Questions to Ask When Qualifying an Insurance Lead
Qualifying your prospects allows you to devote the majority of your sales efforts to your best potential clients—the ones who have a demonstrated need for the type of insurance you sell, buying authority and the budget behind it, and who are ready to buy.
Asking the right questions at the beginning of the sales process can help you determine what the prospect’s buying pattern is, their existing concerns about insurance, their satisfaction with their current provider, and whether they’re worth selling to. Here are a few questions that can help you narrow down your field.
Why are you looking for new insurance options now? It’s quite possible something triggered their interest in buying new insurance. Maybe the prospect’s company had a dispute with their existing agent over a claim—or their business is changing and they now need more specialized risk management solutions. Knowing how urgent their need is—and why they need to make this switch—can help you judge whether the timing is right or they’re just kicking tires.
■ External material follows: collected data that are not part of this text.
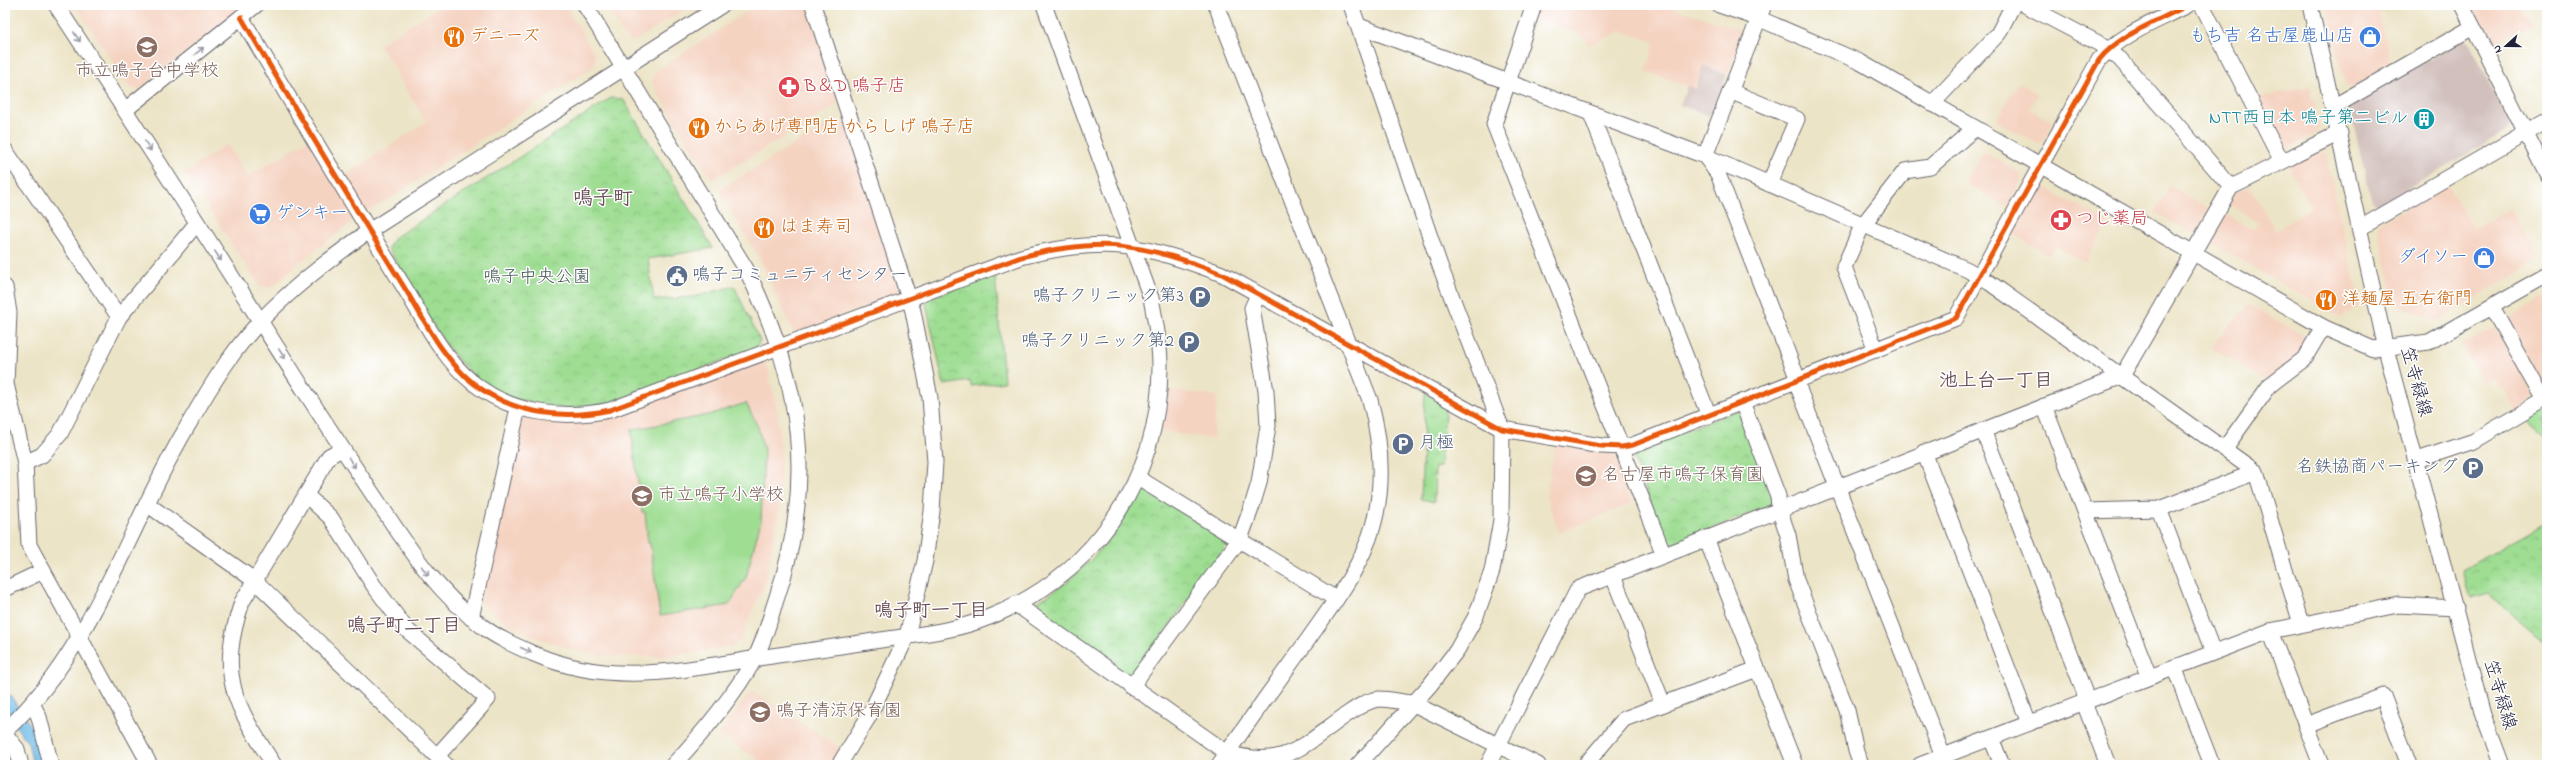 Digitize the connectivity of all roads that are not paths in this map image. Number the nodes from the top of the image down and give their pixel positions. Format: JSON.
{"nodes":[{"id":1,"x":56,"y":5,"type":"edge"},
{"id":2,"x":256,"y":5,"type":"edge"},
{"id":3,"x":585,"y":5,"type":"edge"},
{"id":4,"x":722,"y":5,"type":"edge"},
{"id":5,"x":813,"y":5,"type":"edge"},
{"id":6,"x":1044,"y":5,"type":"edge"},
{"id":7,"x":1216,"y":5,"type":"edge"},
{"id":8,"x":1351,"y":5,"type":"edge"},
{"id":9,"x":1534,"y":5,"type":"edge"},
{"id":10,"x":1719,"y":5,"type":"edge"},
{"id":11,"x":2013,"y":5,"type":"edge"},
{"id":12,"x":2025,"y":5,"type":"edge"},
{"id":13,"x":2188,"y":5,"type":"edge"},
{"id":14,"x":2202,"y":5,"type":"edge"},
{"id":15,"x":2310,"y":5,"type":"edge"},
{"id":16,"x":2462,"y":5,"type":"edge"},
{"id":17,"x":2040,"y":9,"type":"edge"},
{"id":18,"x":1762,"y":12,"type":"edge"},
{"id":19,"x":241,"y":17,"type":"junction"},
{"id":20,"x":1359,"y":26,"type":"junction"},
{"id":21,"x":2473,"y":26,"type":"junction"},
{"id":22,"x":2108,"y":50,"type":"junction"},
{"id":23,"x":623,"y":68,"type":"junction"},
{"id":24,"x":1508,"y":82,"type":"junction"},
{"id":25,"x":1730,"y":91,"type":"junction"},
{"id":26,"x":1932,"y":104,"type":"junction"},
{"id":27,"x":2333,"y":107,"type":"junction"},
{"id":28,"x":125,"y":110,"type":"junction"},
{"id":29,"x":1591,"y":114,"type":"junction"},
{"id":30,"x":2547,"y":120,"type":"edge"},
{"id":31,"x":1975,"y":128,"type":"junction"},
{"id":32,"x":2526,"y":132,"type":"junction"},
{"id":33,"x":2340,"y":133,"type":"junction"},
{"id":34,"x":5,"y":150,"type":"edge"},
{"id":35,"x":1705,"y":156,"type":"junction"},
{"id":36,"x":2280,"y":160,"type":"junction"},
{"id":37,"x":2041,"y":165,"type":"junction"},
{"id":38,"x":2547,"y":174,"type":"edge"},
{"id":39,"x":1770,"y":184,"type":"junction"},
{"id":40,"x":2231,"y":187,"type":"junction"},
{"id":41,"x":197,"y":223,"type":"junction"},
{"id":42,"x":1862,"y":226,"type":"junction"},
{"id":43,"x":2360,"y":228,"type":"junction"},
{"id":44,"x":370,"y":231,"type":"junction"},
{"id":45,"x":1132,"y":246,"type":"junction"},
{"id":46,"x":2194,"y":252,"type":"junction"},
{"id":47,"x":2547,"y":275,"type":"edge"},
{"id":48,"x":1979,"y":276,"type":"junction"},
{"id":49,"x":5,"y":287,"type":"edge"},
{"id":50,"x":1258,"y":295,"type":"junction"},
{"id":51,"x":910,"y":298,"type":"junction"},
{"id":52,"x":2492,"y":308,"type":"junction"},
{"id":53,"x":7,"y":314,"type":"edge"},
{"id":54,"x":119,"y":318,"type":"junction"},
{"id":55,"x":261,"y":321,"type":"junction"},
{"id":56,"x":2323,"y":327,"type":"junction"},
{"id":57,"x":1348,"y":344,"type":"junction"},
{"id":58,"x":780,"y":346,"type":"junction"},
{"id":59,"x":2386,"y":349,"type":"junction"},
{"id":60,"x":1876,"y":350,"type":"junction"},
{"id":61,"x":2122,"y":376,"type":"junction"},
{"id":62,"x":1796,"y":380,"type":"junction"},
{"id":63,"x":1742,"y":402,"type":"junction"},
{"id":64,"x":2044,"y":406,"type":"junction"},
{"id":65,"x":518,"y":408,"type":"junction"},
{"id":66,"x":1709,"y":416,"type":"junction"},
{"id":67,"x":1502,"y":429,"type":"junction"},
{"id":68,"x":1983,"y":430,"type":"junction"},
{"id":69,"x":1622,"y":447,"type":"junction"},
{"id":70,"x":2225,"y":448,"type":"junction"},
{"id":71,"x":342,"y":449,"type":"junction"},
{"id":72,"x":1924,"y":452,"type":"junction"},
{"id":73,"x":2417,"y":460,"type":"junction"},
{"id":74,"x":25,"y":463,"type":"junction"},
{"id":75,"x":2256,"y":472,"type":"junction"},
{"id":76,"x":1138,"y":478,"type":"junction"},
{"id":77,"x":1837,"y":487,"type":"junction"},
{"id":78,"x":306,"y":495,"type":"junction"},
{"id":79,"x":147,"y":504,"type":"junction"},
{"id":80,"x":1779,"y":509,"type":"junction"},
{"id":81,"x":2159,"y":509,"type":"junction"},
{"id":82,"x":2085,"y":511,"type":"junction"},
{"id":83,"x":1706,"y":538,"type":"junction"},
{"id":84,"x":1240,"y":540,"type":"junction"},
{"id":85,"x":1664,"y":554,"type":"junction"},
{"id":86,"x":44,"y":571,"type":"junction"},
{"id":87,"x":1613,"y":576,"type":"junction"},
{"id":88,"x":254,"y":580,"type":"junction"},
{"id":89,"x":5,"y":589,"type":"edge"},
{"id":90,"x":1336,"y":600,"type":"junction"},
{"id":91,"x":1016,"y":604,"type":"junction"},
{"id":92,"x":2456,"y":608,"type":"junction"},
{"id":93,"x":472,"y":618,"type":"junction"},
{"id":94,"x":2301,"y":624,"type":"junction"},
{"id":95,"x":2270,"y":631,"type":"junction"},
{"id":96,"x":907,"y":636,"type":"junction"},
{"id":97,"x":80,"y":637,"type":"junction"},
{"id":98,"x":2214,"y":652,"type":"junction"},
{"id":99,"x":755,"y":658,"type":"junction"},
{"id":100,"x":2174,"y":667,"type":"junction"},
{"id":101,"x":1757,"y":669,"type":"junction"},
{"id":102,"x":2149,"y":676,"type":"junction"},
{"id":103,"x":1131,"y":687,"type":"junction"},
{"id":104,"x":2086,"y":701,"type":"junction"},
{"id":105,"x":1412,"y":703,"type":"junction"},
{"id":106,"x":1663,"y":704,"type":"junction"},
{"id":107,"x":30,"y":708,"type":"junction"},
{"id":108,"x":2029,"y":723,"type":"junction"},
{"id":109,"x":2306,"y":725,"type":"junction"},
{"id":110,"x":7,"y":731,"type":"edge"},
{"id":111,"x":1991,"y":738,"type":"junction"},
{"id":112,"x":1498,"y":745,"type":"junction"},
{"id":113,"x":1943,"y":756,"type":"junction"},
{"id":114,"x":1223,"y":759,"type":"edge"},
{"id":115,"x":441,"y":761,"type":"edge"},
{"id":116,"x":22,"y":765,"type":"edge"},
{"id":117,"x":51,"y":765,"type":"edge"},
{"id":118,"x":150,"y":765,"type":"edge"},
{"id":119,"x":274,"y":765,"type":"edge"},
{"id":120,"x":673,"y":765,"type":"edge"},
{"id":121,"x":839,"y":765,"type":"edge"},
{"id":122,"x":1358,"y":765,"type":"edge"},
{"id":123,"x":1488,"y":765,"type":"edge"},
{"id":124,"x":1538,"y":765,"type":"edge"},
{"id":125,"x":1586,"y":765,"type":"edge"},
{"id":126,"x":1795,"y":765,"type":"edge"},
{"id":127,"x":1861,"y":765,"type":"edge"},
{"id":128,"x":1920,"y":765,"type":"edge"},
{"id":129,"x":2002,"y":765,"type":"edge"},
{"id":130,"x":2108,"y":765,"type":"edge"},
{"id":131,"x":2212,"y":765,"type":"edge"},
{"id":132,"x":2321,"y":765,"type":"edge"},
{"id":133,"x":2409,"y":765,"type":"edge"},
{"id":134,"x":2502,"y":765,"type":"edge"}],
"edges":[{"from":1,"to":28,"type":"street","one_way":true},
{"from":2,"to":19,"type":"street"},
{"from":3,"to":23,"type":"street"},
{"from":4,"to":23,"type":"street"},
{"from":5,"to":51,"type":"street"},
{"from":6,"to":45,"type":"street"},
{"from":7,"to":57,"type":"street"},
{"from":8,"to":20,"type":"street"},
{"from":9,"to":24,"type":"street"},
{"from":10,"to":18,"type":"street"},
{"from":11,"to":26,"type":"street"},
{"from":12,"to":17,"type":"street"},
{"from":13,"to":22,"type":"street"},
{"from":14,"to":36,"type":"street"},
{"from":15,"to":27,"type":"street","name":"笠寺緑線"},
{"from":16,"to":21,"type":"street"},
{"from":17,"to":22,"type":"street"},
{"from":18,"to":25,"type":"street"},
{"from":18,"to":26,"type":"street"},
{"from":28,"to":19,"type":"street","one_way":true},
{"from":19,"to":44,"type":"street"},
{"from":20,"to":24,"type":"street"},
{"from":20,"to":67,"type":"street"},
{"from":21,"to":27,"type":"street"},
{"from":21,"to":32,"type":"street"},
{"from":22,"to":37,"type":"street"},
{"from":22,"to":40,"type":"street"},
{"from":23,"to":44,"type":"street"},
{"from":23,"to":58,"type":"street"},
{"from":24,"to":29,"type":"street"},
{"from":24,"to":69,"type":"street"},
{"from":25,"to":35,"type":"street"},
{"from":25,"to":39,"type":"street"},
{"from":26,"to":31,"type":"street"},
{"from":27,"to":33,"type":"street","name":"笠寺緑線"},
{"from":28,"to":41,"type":"street","one_way":true},
{"from":29,"to":35,"type":"street"},
{"from":29,"to":66,"type":"street"},
{"from":30,"to":32,"type":"street"},
{"from":31,"to":37,"type":"street"},
{"from":31,"to":42,"type":"street"},
{"from":32,"to":38,"type":"street"},
{"from":32,"to":43,"type":"street"},
{"from":33,"to":36,"type":"street"},
{"from":33,"to":43,"type":"street","name":"笠寺緑線"},
{"from":34,"to":54,"type":"street"},
{"from":35,"to":39,"type":"street"},
{"from":35,"to":62,"type":"street"},
{"from":36,"to":40,"type":"street"},
{"from":37,"to":46,"type":"street"},
{"from":37,"to":48,"type":"street"},
{"from":39,"to":42,"type":"street"},
{"from":40,"to":46,"type":"street"},
{"from":41,"to":54,"type":"street"},
{"from":41,"to":55,"type":"street","one_way":true},
{"from":42,"to":48,"type":"street"},
{"from":42,"to":60,"type":"street"},
{"from":43,"to":59,"type":"street","name":"笠寺緑線"},
{"from":44,"to":55,"type":"street"},
{"from":44,"to":65,"type":"street"},
{"from":45,"to":50,"type":"street"},
{"from":45,"to":51,"type":"street"},
{"from":45,"to":76,"type":"street"},
{"from":46,"to":56,"type":"street"},
{"from":46,"to":61,"type":"street"},
{"from":47,"to":52,"type":"street"},
{"from":48,"to":60,"type":"street"},
{"from":48,"to":61,"type":"street"},
{"from":49,"to":53,"type":"street"},
{"from":50,"to":57,"type":"street"},
{"from":50,"to":84,"type":"street"},
{"from":51,"to":58,"type":"street"},
{"from":51,"to":96,"type":"street"},
{"from":52,"to":59,"type":"street"},
{"from":52,"to":73,"type":"street"},
{"from":53,"to":74,"type":"street"},
{"from":54,"to":74,"type":"street"},
{"from":55,"to":71,"type":"street","one_way":true},
{"from":55,"to":79,"type":"street"},
{"from":56,"to":59,"type":"street"},
{"from":56,"to":70,"type":"street"},
{"from":57,"to":67,"type":"street"},
{"from":57,"to":90,"type":"street"},
{"from":58,"to":65,"type":"street"},
{"from":58,"to":99,"type":"street"},
{"from":59,"to":73,"type":"street","name":"笠寺緑線"},
{"from":60,"to":62,"type":"street"},
{"from":61,"to":64,"type":"street"},
{"from":61,"to":70,"type":"street"},
{"from":62,"to":63,"type":"street"},
{"from":62,"to":77,"type":"street"},
{"from":63,"to":66,"type":"street"},
{"from":63,"to":80,"type":"street"},
{"from":64,"to":68,"type":"street"},
{"from":64,"to":82,"type":"street"},
{"from":65,"to":93,"type":"street"},
{"from":66,"to":69,"type":"street"},
{"from":67,"to":69,"type":"street"},
{"from":67,"to":105,"type":"street"},
{"from":68,"to":72,"type":"street"},
{"from":68,"to":104,"type":"street"},
{"from":69,"to":85,"type":"street"},
{"from":70,"to":75,"type":"street"},
{"from":71,"to":78,"type":"street"},
{"from":71,"to":93,"type":"street","one_way":true},
{"from":72,"to":77,"type":"street"},
{"from":72,"to":108,"type":"street"},
{"from":73,"to":92,"type":"street","name":"笠寺緑線"},
{"from":74,"to":86,"type":"street"},
{"from":75,"to":81,"type":"street"},
{"from":75,"to":94,"type":"street"},
{"from":76,"to":84,"type":"street"},
{"from":76,"to":91,"type":"street"},
{"from":77,"to":80,"type":"street"},
{"from":77,"to":113,"type":"street"},
{"from":78,"to":88,"type":"street"},
{"from":78,"to":115,"type":"street"},
{"from":79,"to":88,"type":"street"},
{"from":79,"to":97,"type":"street"},
{"from":80,"to":83,"type":"street"},
{"from":80,"to":127,"type":"street"},
{"from":81,"to":82,"type":"street"},
{"from":81,"to":98,"type":"street"},
{"from":82,"to":102,"type":"street"},
{"from":83,"to":85,"type":"street"},
{"from":83,"to":101,"type":"street"},
{"from":84,"to":90,"type":"street"},
{"from":84,"to":103,"type":"street"},
{"from":85,"to":87,"type":"street"},
{"from":86,"to":89,"type":"street"},
{"from":86,"to":97,"type":"street"},
{"from":87,"to":106,"type":"street"},
{"from":87,"to":112,"type":"street"},
{"from":88,"to":115,"type":"street"},
{"from":88,"to":119,"type":"street"},
{"from":90,"to":114,"type":"street"},
{"from":91,"to":96,"type":"street"},
{"from":91,"to":103,"type":"street"},
{"from":92,"to":94,"type":"street"},
{"from":92,"to":134,"type":"street","name":"笠寺緑線"},
{"from":93,"to":99,"type":"street","one_way":true},
{"from":94,"to":95,"type":"street"},
{"from":95,"to":98,"type":"street"},
{"from":95,"to":109,"type":"street"},
{"from":96,"to":99,"type":"street"},
{"from":96,"to":121,"type":"street"},
{"from":97,"to":107,"type":"street"},
{"from":97,"to":118,"type":"street"},
{"from":98,"to":100,"type":"street"},
{"from":99,"to":120,"type":"street"},
{"from":100,"to":102,"type":"street"},
{"from":100,"to":131,"type":"street"},
{"from":101,"to":106,"type":"street"},
{"from":101,"to":126,"type":"street"},
{"from":102,"to":104,"type":"street"},
{"from":103,"to":114,"type":"street"},
{"from":104,"to":108,"type":"street"},
{"from":104,"to":130,"type":"street"},
{"from":105,"to":112,"type":"street"},
{"from":105,"to":114,"type":"street"},
{"from":105,"to":122,"type":"street"},
{"from":106,"to":125,"type":"street"},
{"from":107,"to":110,"type":"street"},
{"from":107,"to":117,"type":"street"},
{"from":108,"to":111,"type":"street"},
{"from":109,"to":132,"type":"street"},
{"from":109,"to":133,"type":"street"},
{"from":110,"to":116,"type":"street"},
{"from":111,"to":113,"type":"street"},
{"from":111,"to":129,"type":"street"},
{"from":112,"to":123,"type":"street"},
{"from":112,"to":124,"type":"street"},
{"from":113,"to":128,"type":"street"}]} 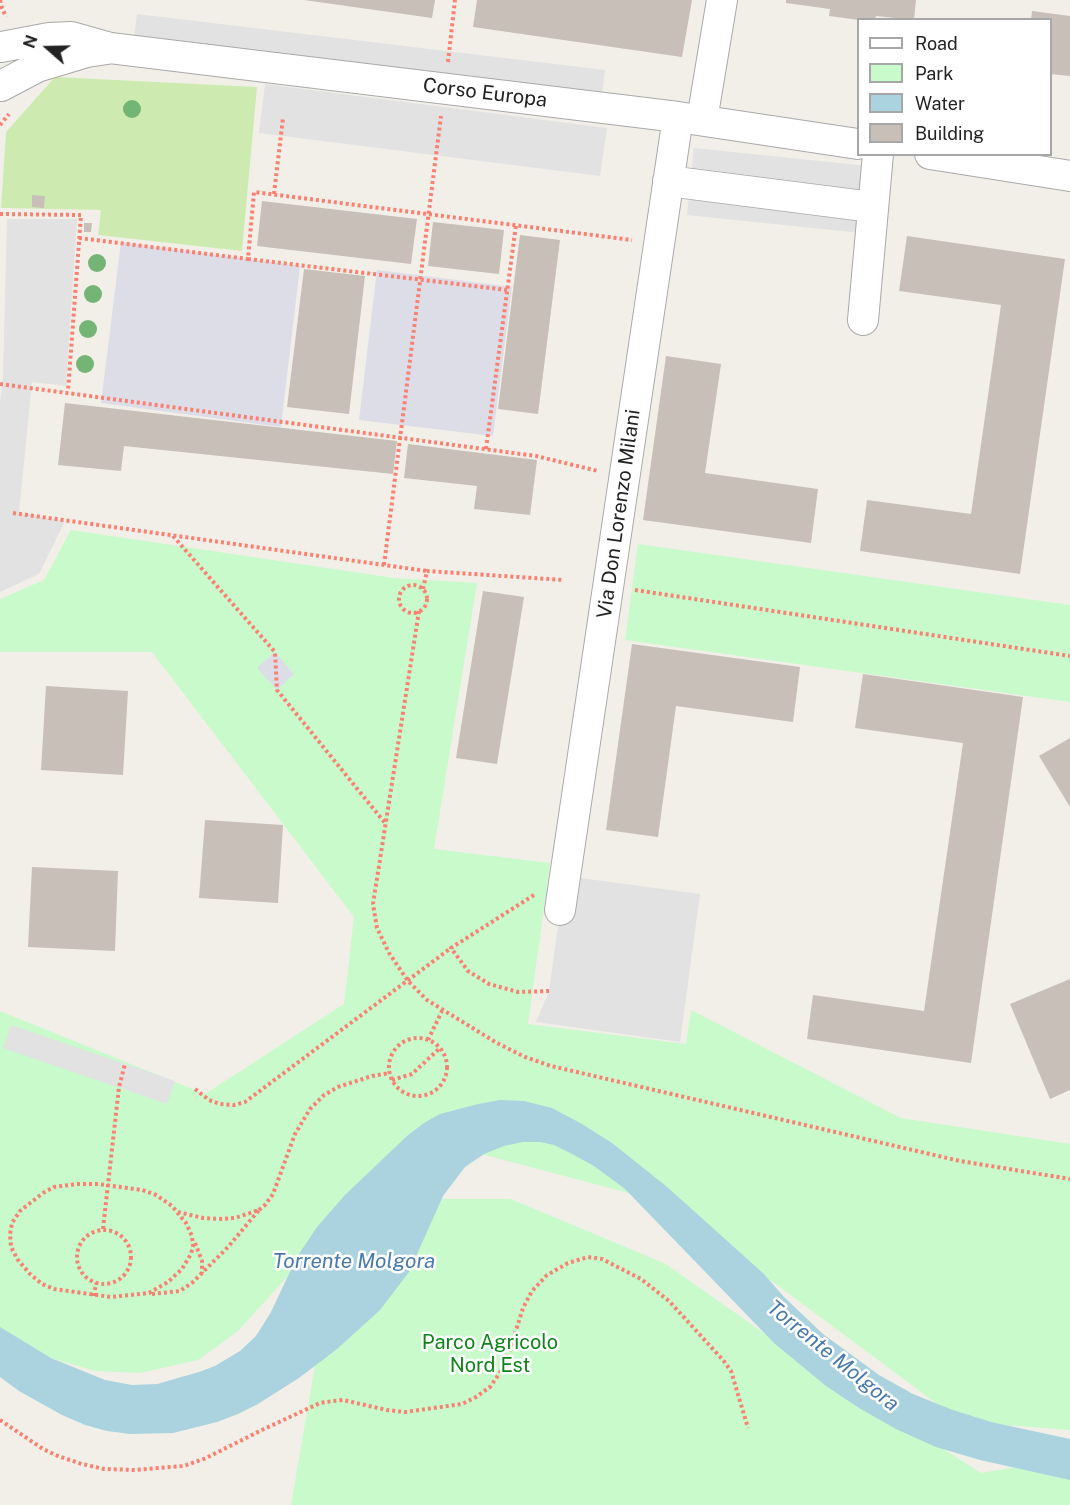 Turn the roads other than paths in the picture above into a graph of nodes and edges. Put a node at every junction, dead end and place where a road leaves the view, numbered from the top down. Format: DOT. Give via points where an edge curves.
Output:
graph roads {
  1 [pos="722,0"];
  2 [pos="1,46"];
  3 [pos="110,48"];
  4 [pos="1,87"];
  5 [pos="690,119"];
  6 [pos="857,144"];
  7 [pos="878,156"];
  8 [pos="943,156"];
  9 [pos="1070,176"];
  10 [pos="668,181"];
  11 [pos="872,207"];
  12 [pos="863,320"];
  13 [pos="560,910"];
  1 -- 5 [label="street, Via Don Lorenzo Milani"];
  2 -- 3 [label="street, Corso Europa" via="56,37"];
  2 -- 4 [label="street" via="6,67"];
  3 -- 4 [label="street, Corso Europa" via="37,67"];
  3 -- 5 [label="street, Corso Europa" via="446,75"];
  5 -- 6 [label="street, Corso Europa"];
  5 -- 10 [label="street, Via Don Lorenzo Milani"];
  7 -- 11 [label="street"];
  8 -- 9 [label="street"];
  10 -- 11 [label="street"];
  10 -- 13 [label="street, Via Don Lorenzo Milani"];
  11 -- 12 [label="street"];
}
Are there reasons you couldn’t start working with a new agent? Maybe you can deliver significant cost savings or better coverage than the agent your prospect is currently working with. But if that agent is your prospect’s brother-in-law, they probably won’t switch anyway. Some people periodically talk to other agents in order to check the pricing on their insurance and be sure they’re getting a good rate; you don’t want to spend time on these prospects.
Who else has a say in the decision-making process? Sometimes the person you’re meeting with doesn’t make the final purchasing decision. They might be the gatekeeper—but there’s a higher-up or even a committee involved in making the purchase. Ask the prospect to walk you through the decision-making process.
Have you presented other insurance options to the decision-maker before? What was their response? This will tell you how aggressively the prospect’s company is searching for new insurance options, the deal-breaker concerns that the company’s decision-makers have, and the likelihood that your offering will be successful.
To be worthwhile, a sales opportunity needs to fulfill four requirements—budget, authority, need, and timing. These questions will help you determine whether it’s the right time, whether your prospect has decision-making power, how urgent the need is, and whether money is a primary concern. Hopefully, you’ll be able to identify your most likely prospects—and spend less time on those that aren't likely to convert.